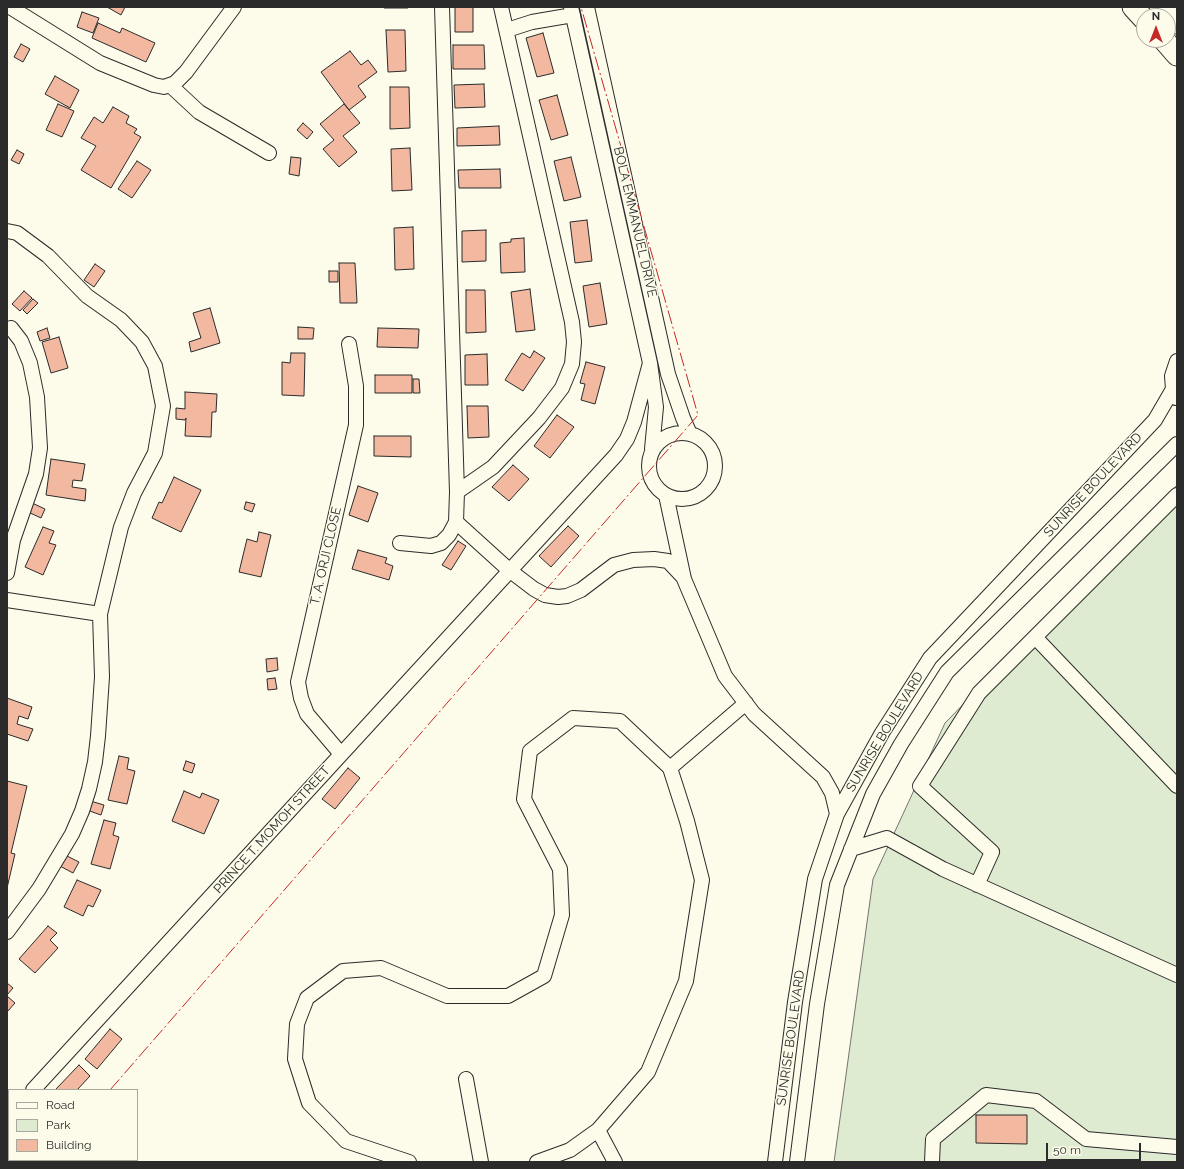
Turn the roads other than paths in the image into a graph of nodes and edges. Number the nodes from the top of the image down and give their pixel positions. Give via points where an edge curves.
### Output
1 (10, 7) edge
2 (234, 7) edge
3 (442, 7) edge
4 (502, 7) edge
5 (587, 7) edge
6 (1169, 7) edge
7 (572, 11) edge
8 (1177, 23) edge
9 (507, 30) junction
10 (171, 86) junction
11 (269, 153) dead end
12 (7, 231) edge
13 (11, 328) dead end
14 (349, 344) dead end
15 (1177, 362) edge
16 (650, 363) junction
17 (1175, 395) edge
18 (690, 434) junction
19 (1177, 444) edge
20 (652, 449) junction
21 (457, 492) junction
22 (666, 495) junction
23 (1177, 495) edge
24 (456, 522) junction
25 (400, 542) dead end
26 (509, 570) junction
27 (7, 573) edge
28 (684, 579) junction
29 (7, 600) edge
30 (100, 614) junction
31 (1035, 637) junction
32 (746, 703) junction
33 (341, 754) junction
34 (670, 768) junction
35 (1177, 786) edge
36 (837, 814) junction
37 (851, 849) junction
38 (977, 885) junction
39 (7, 932) edge
40 (1177, 975) edge
41 (466, 1079) dead end
42 (34, 1089) edge
43 (598, 1130) junction
44 (1177, 1147) edge
45 (408, 1162) edge
46 (481, 1162) edge
47 (537, 1162) edge
48 (615, 1162) edge
49 (775, 1162) edge
50 (797, 1162) edge
51 (932, 1162) edge

1 - 10 street via 100,63 154,85
2 - 10 street via 186,72
3 - 21 street
4 - 9 street
5 - 18 street, BOLA EMMANUEL DRIVE via 668,374 682,418
6 - 8 highway
7 - 9 street
7 - 16 street, BOLA EMMANUEL DRIVE
9 - 21 street via 572,322 572,364 562,388 539,418 493,467
10 - 11 street via 199,112
12 - 30 street via 17,233 48,256 87,296 121,320 142,342 155,366 163,406 155,453 134,493 121,527
13 - 27 street via 20,341 31,370 37,397 40,448 36,474 13,540
14 - 33 street, T. A. ORJI CLOSE via 356,386 356,424 298,682 307,714
15 - 17 street via 1172,376
16 - 20 street, BOLA EMMANUEL DRIVE via 656,407
16 - 26 street, PRINCE T. MOMOH STREET via 627,439 616,455
17 - 36 street, SUNRISE BOULEVARD via 1155,420 930,658 882,733
18 - 20 street via 679,432 668,435
18 - 22 street via 709,446 714,462 713,478 698,495 676,498
19 - 37 street, SUNRISE BOULEVARD via 947,672 873,794
20 - 22 street via 648,470 651,480
21 - 24 street
22 - 28 street
23 - 31 street
24 - 25 street via 449,535 440,543 431,546
24 - 26 street
26 - 28 street via 534,589 558,597 581,590 614,565 633,560 668,561
26 - 33 street, PRINCE T. MOMOH STREET
28 - 32 street via 725,676
29 - 30 street
30 - 39 street via 102,677 98,736 95,762 82,811 72,834 39,889
31 - 35 street
31 - 38 street via 979,693 920,786 992,852
32 - 34 street
32 - 36 street via 754,714 823,777 832,793
33 - 42 street, PRINCE T. MOMOH STREET
34 - 43 street via 702,880 686,981 648,1072
34 - 45 street via 620,721 573,718 530,751 524,799 560,869 562,915 544,976 508,996 447,996 381,968 343,971 307,998 297,1024 295,1059 309,1103 346,1141
36 - 49 street, SUNRISE BOULEVARD via 815,879 795,1002
37 - 38 street via 887,838
37 - 50 street, SUNRISE BOULEVARD via 836,885 817,1004
38 - 40 street
41 - 46 street
43 - 47 street via 570,1150
43 - 48 street
44 - 51 street via 1086,1139 1036,1101 986,1095 933,1139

**DIRECTIONS FOR THIS TASK**
Could you state how many lines of the data include the word "EMMANUEL"? Only the number is needed.

**ANSWER SECTION**
3